The lines to copy are those in the listing below that contain the word "from".

___

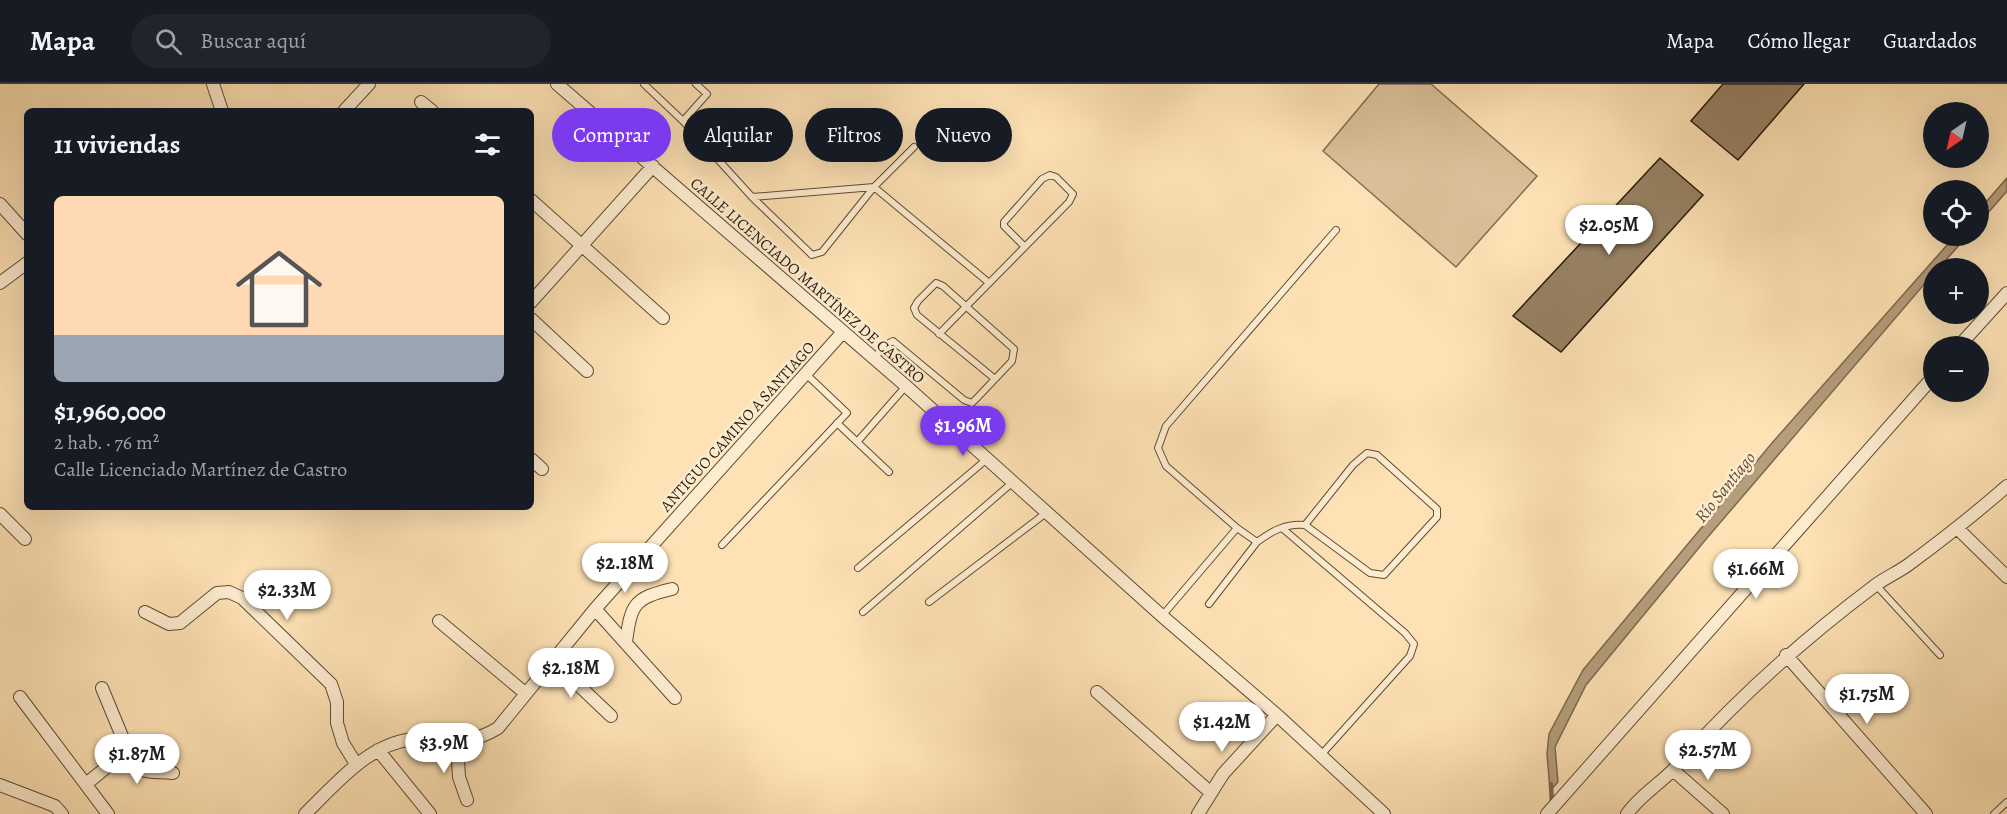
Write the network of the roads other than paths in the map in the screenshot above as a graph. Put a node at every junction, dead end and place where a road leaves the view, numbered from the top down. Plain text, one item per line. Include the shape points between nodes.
1 (213, 84) edge
2 (369, 84) edge
3 (644, 84) edge
4 (696, 84) edge
5 (559, 85) edge
6 (421, 102) dead end
7 (221, 108) edge
8 (347, 108) edge
9 (428, 108) edge
10 (695, 108) edge
11 (683, 121) edge
12 (914, 147) dead end
13 (720, 162) edge
14 (653, 166) junction
15 (874, 187) junction
16 (752, 197) junction
17 (534, 203) edge
18 (0, 204) edge
19 (1336, 230) dead end
20 (24, 231) edge
21 (580, 245) junction
22 (1024, 246) junction
23 (24, 265) edge
24 (988, 282) junction
25 (0, 283) edge
26 (2007, 293) edge
27 (534, 299) edge
28 (965, 305) junction
29 (663, 318) dead end
30 (534, 322) edge
31 (842, 333) junction
32 (939, 334) junction
33 (1968, 336) edge
34 (873, 359) junction
35 (586, 371) dead end
36 (806, 374) junction
37 (995, 379) junction
38 (906, 386) junction
39 (1923, 389) edge
40 (837, 423) junction
41 (857, 442) junction
42 (987, 459) junction
43 (534, 462) edge
44 (542, 469) dead end
45 (889, 472) dead end
46 (1013, 482) junction
47 (2007, 486) edge
48 (1047, 512) junction
49 (0, 514) edge
50 (1305, 525) junction
51 (1237, 528) junction
52 (1282, 528) junction
53 (1957, 528) junction
54 (25, 539) dead end
55 (1257, 542) junction
56 (722, 545) dead end
57 (858, 568) dead end
58 (2007, 577) edge
59 (1875, 585) junction
60 (672, 589) dead end
61 (929, 602) dead end
62 (1209, 604) dead end
63 (595, 609) junction
64 (145, 612) dead end
65 (863, 612) dead end
66 (1162, 616) junction
67 (439, 621) dead end
68 (626, 642) junction
69 (1786, 655) junction
70 (1941, 655) dead end
71 (552, 660) junction
72 (102, 688) dead end
73 (1097, 692) dead end
74 (525, 693) junction
75 (20, 697) dead end
76 (675, 698) dead end
77 (1277, 715) junction
78 (611, 716) dead end
79 (457, 742) junction
80 (378, 750) junction
81 (124, 753) junction
82 (1321, 755) junction
83 (356, 764) junction
84 (1673, 770) junction
85 (173, 772) dead end
86 (86, 784) junction
87 (0, 785) edge
88 (1210, 792) junction
89 (467, 800) dead end
90 (2007, 802) edge
91 (1556, 808) edge
92 (62, 814) edge
93 (108, 814) edge
94 (305, 814) edge
95 (430, 814) edge
96 (1198, 814) edge
97 (1384, 814) edge
98 (1627, 814) edge
99 (1723, 814) edge
100 (1926, 814) edge
101 (1994, 814) edge

1 - 7 street
2 - 8 street
3 - 11 lane
4 - 10 lane via 707,94
5 - 14 street, CALLE LICENCIADO MARTÍNEZ DE CASTRO
6 - 9 street
12 - 15 lane
13 - 16 lane
14 - 21 street
14 - 31 street, CALLE LICENCIADO MARTÍNEZ DE CASTRO
15 - 16 lane
15 - 16 lane via 817,256
15 - 24 lane
17 - 21 street
18 - 20 street
19 - 51 lane via 1166,426 1158,448 1166,466
21 - 27 street
21 - 29 street
22 - 22 lane via 1073,194 1056,177 1042,179 1004,222
22 - 24 lane
23 - 25 street
24 - 28 lane
26 - 33 street
28 - 32 lane
28 - 32 lane via 943,286 931,286 914,308
28 - 37 lane via 1014,349 1011,361
30 - 35 street
31 - 34 street, CALLE LICENCIADO MARTÍNEZ DE CASTRO
31 - 36 street, ANTIGUO CAMINO A SANTIAGO
32 - 37 lane
34 - 37 lane via 893,341 972,403
34 - 38 street, CALLE LICENCIADO MARTÍNEZ DE CASTRO
36 - 40 lane via 847,413
36 - 63 street, ANTIGUO CAMINO A SANTIAGO
38 - 41 lane
38 - 42 street, CALLE LICENCIADO MARTÍNEZ DE CASTRO
39 - 91 street
40 - 41 lane
40 - 56 lane
41 - 45 lane
42 - 46 street, CALLE LICENCIADO MARTÍNEZ DE CASTRO
42 - 57 lane
43 - 44 street
46 - 48 street, CALLE LICENCIADO MARTÍNEZ DE CASTRO
46 - 65 lane
47 - 53 street
48 - 61 lane
48 - 66 street, CALLE LICENCIADO MARTÍNEZ DE CASTRO
49 - 54 street
50 - 50 lane via 1367,453 1377,455 1437,508 1437,517 1384,575 1371,573
50 - 52 lane
51 - 55 lane
51 - 66 lane
52 - 55 lane
52 - 82 lane via 1414,644 1410,656
53 - 58 street
53 - 59 street
55 - 62 lane
59 - 69 street
59 - 70 lane
60 - 68 street via 648,595 636,604
63 - 68 street
63 - 71 street, ANTIGUO CAMINO A SANTIAGO
64 - 83 street via 169,624 180,623 217,593 229,591 242,598 331,684 343,743
66 - 77 street, CALLE LICENCIADO MARTÍNEZ DE CASTRO
67 - 74 street
68 - 76 street
69 - 84 street
69 - 100 street
71 - 74 street, ANTIGUO CAMINO A SANTIAGO
71 - 78 street
72 - 81 street via 126,746
73 - 88 street
74 - 79 street, ANTIGUO CAMINO A SANTIAGO via 498,728 484,737
75 - 86 street
77 - 82 street, CALLE LICENCIADO MARTÍNEZ DE CASTRO
77 - 88 street
79 - 80 street, ANTIGUO CAMINO A SANTIAGO via 413,739
79 - 89 street via 459,777
80 - 83 street, ANTIGUO CAMINO A SANTIAGO
80 - 95 street
81 - 85 street via 132,766 140,770
81 - 86 street
82 - 97 street, CALLE LICENCIADO MARTÍNEZ DE CASTRO
83 - 94 street, ANTIGUO CAMINO A SANTIAGO
84 - 98 street via 1638,799
84 - 99 street
86 - 93 street
87 - 92 street via 55,806
88 - 96 street
90 - 101 lane

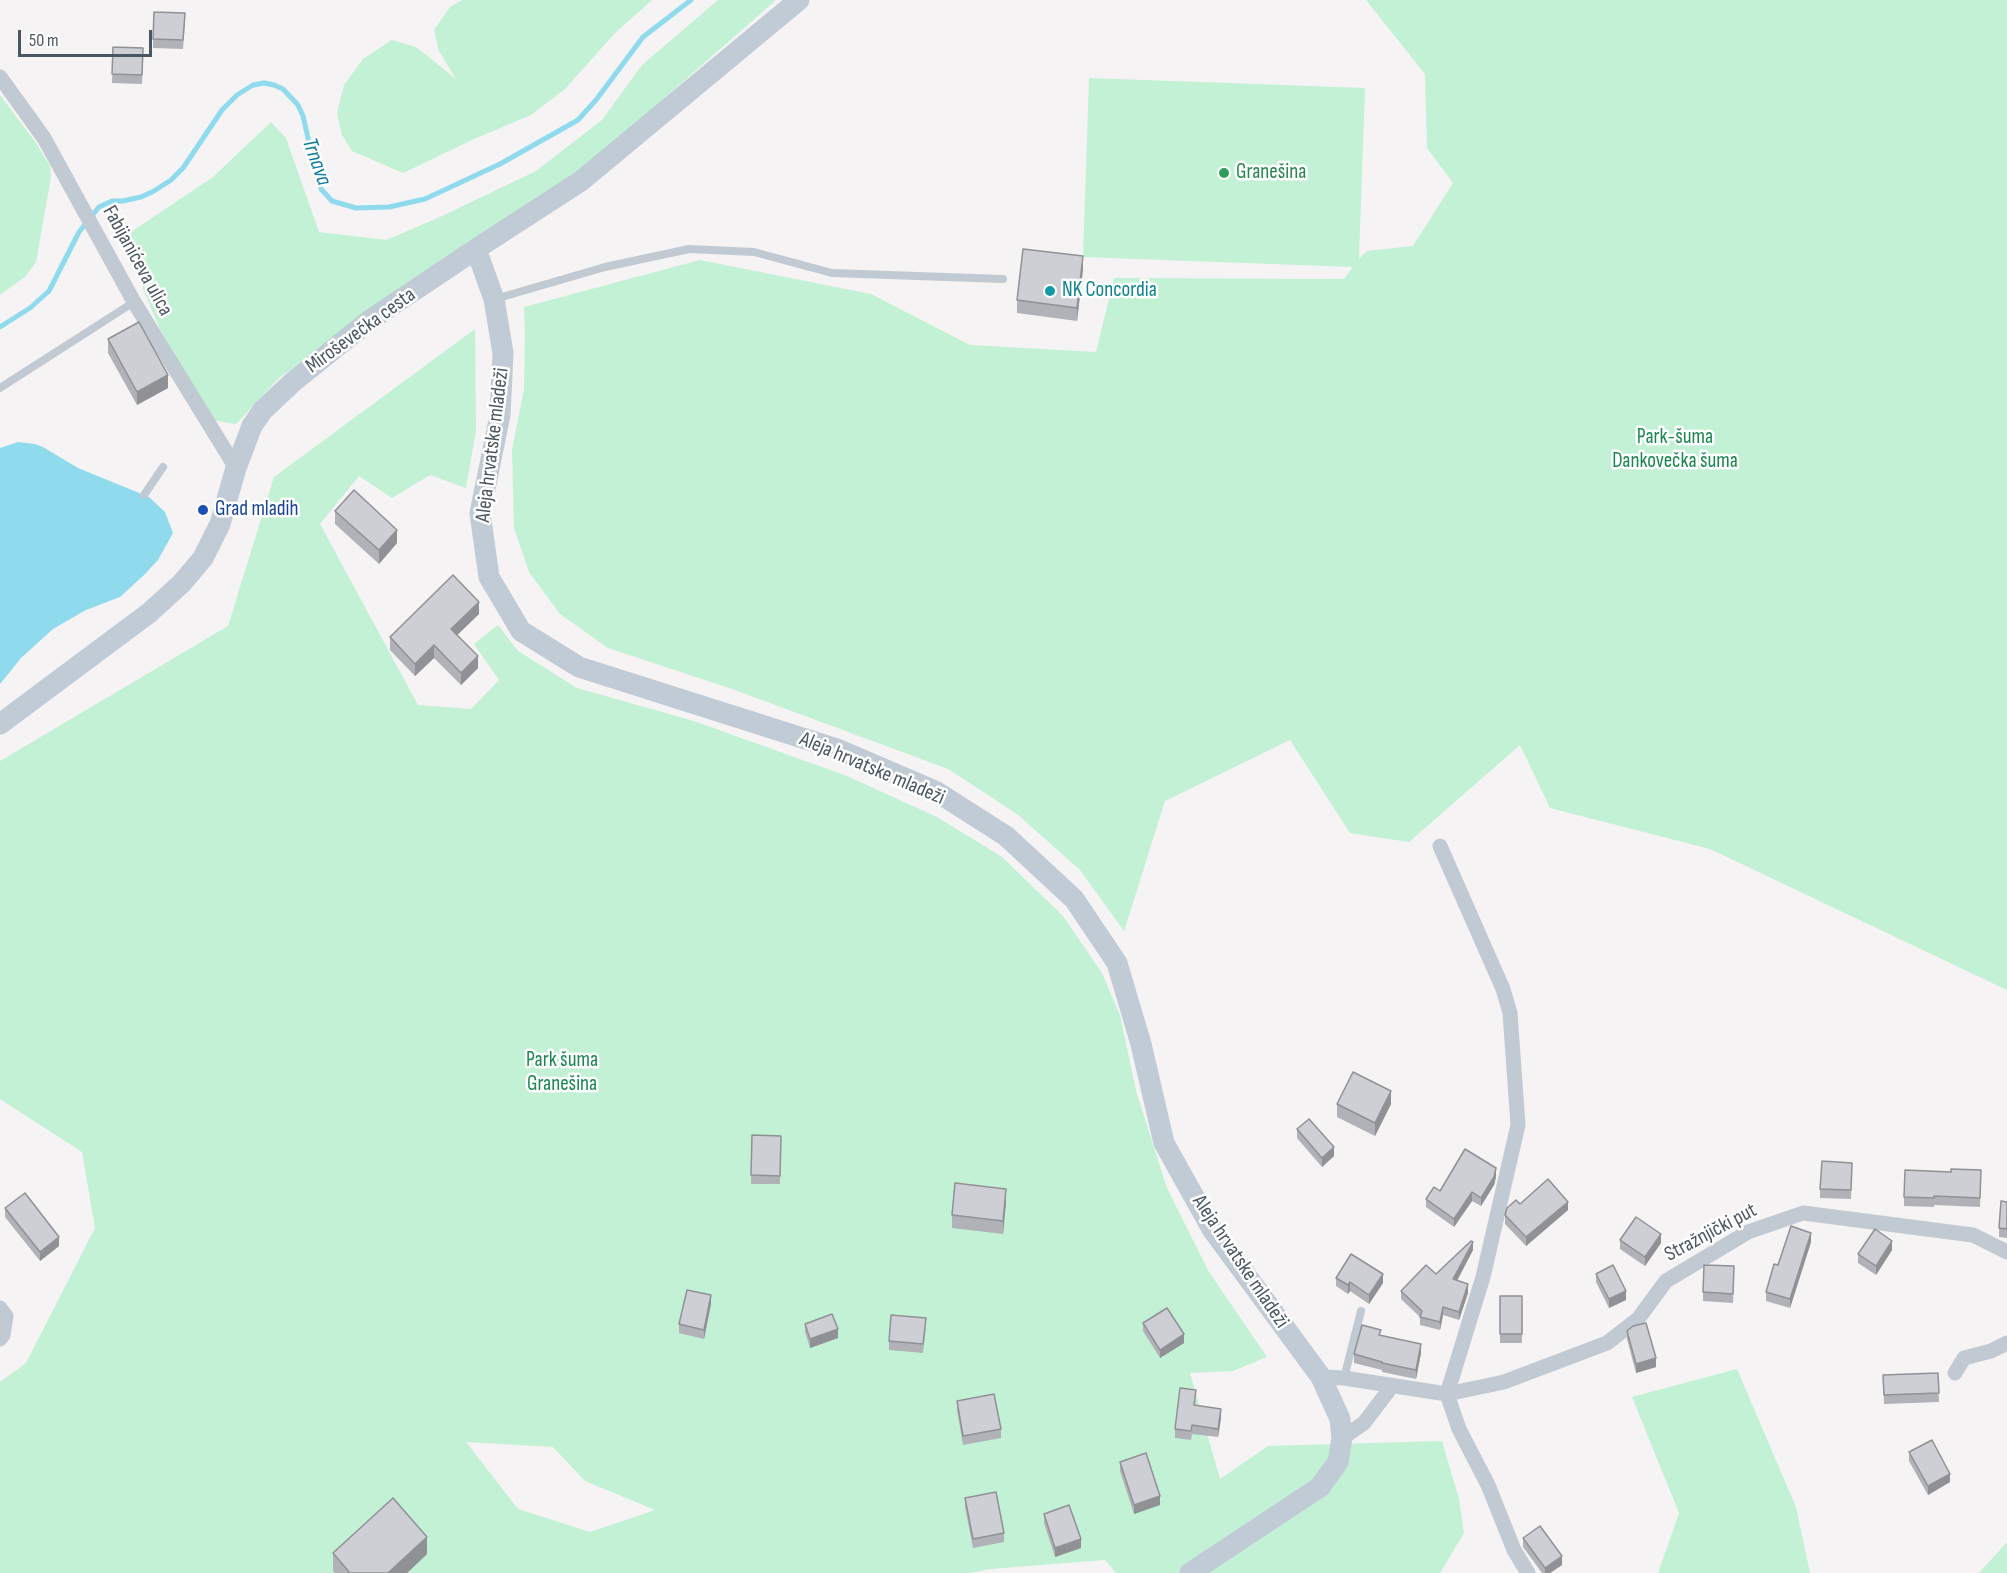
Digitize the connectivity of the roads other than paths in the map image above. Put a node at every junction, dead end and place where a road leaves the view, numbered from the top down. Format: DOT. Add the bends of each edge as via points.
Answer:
graph roads {
  1 [pos="799,0"];
  2 [pos="0,77"];
  3 [pos="476,249"];
  4 [pos="1003,279"];
  5 [pos="494,299"];
  6 [pos="134,302"];
  7 [pos="0,388"];
  8 [pos="163,467"];
  9 [pos="236,468"];
  10 [pos="144,495"];
  11 [pos="0,724"];
  12 [pos="1440,846"];
  13 [pos="2006,1253"];
  14 [pos="0,1308"];
  15 [pos="1361,1311"];
  16 [pos="0,1339"];
  17 [pos="2007,1342"];
  18 [pos="1955,1373"];
  19 [pos="1321,1377"];
  20 [pos="1344,1378"];
  21 [pos="1392,1386"];
  22 [pos="1447,1394"];
  23 [pos="1342,1438"];
  24 [pos="1190,1573"];
  25 [pos="1528,1573"];
  1 -- 3 [label="street, Miroševečka cesta" via="581,182"];
  2 -- 6 [label="street, Fabijanićeva ulica" via="44,138"];
  3 -- 5 [label="street, Aleja hrvatske mladeži"];
  3 -- 9 [label="street, Miroševečka cesta" via="370,320 294,381 252,426"];
  4 -- 5 [label="lane" via="832,273 754,252 689,249 605,267"];
  5 -- 19 [label="street, Aleja hrvatske mladeži" via="503,353 500,415 480,513 489,577 521,631 579,667 837,749 937,792 1006,836 1074,899 1117,963 1164,1143 1212,1229"];
  6 -- 7 [label="lane"];
  6 -- 9 [label="street, Fabijanićeva ulica"];
  8 -- 10 [label="lane"];
  9 -- 11 [label="street, Miroševečka cesta" via="220,524 203,558 182,583 131,627"];
  12 -- 22 [label="street" via="1510,1013 1518,1125 1483,1277"];
  13 -- 22 [label="street, Stražnjički put" via="1973,1235 1803,1213 1748,1233 1666,1281 1638,1318 1607,1343 1504,1382"];
  14 -- 16 [label="street" via="6,1316"];
  15 -- 20 [label="lane"];
  17 -- 18 [label="street" via="1964,1358"];
  19 -- 20 [label="street, Stražnjički put"];
  19 -- 23 [label="street, Aleja hrvatske mladeži" via="1340,1419"];
  20 -- 21 [label="street, Stražnjički put"];
  21 -- 22 [label="street, Stražnjički put"];
  21 -- 23 [label="street" via="1364,1423"];
  22 -- 25 [label="street" via="1459,1429"];
  23 -- 24 [label="street, Aleja hrvatske mladeži" via="1338,1462 1320,1487"];
}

___

### Reply to the exercise
Write the network of the roads other than paths in the map in the screenshot above as a graph. Put a node at every junction, dead end and place where a road leaves the view, numbered from the top down. Plain text, one item per line. Include the shape points between nodes.
Digitize the connectivity of the roads other than paths in the map image above. Put a node at every junction, dead end and place where a road leaves the view, numbered from the top down. Format: DOT. Add the bends of each edge as via points.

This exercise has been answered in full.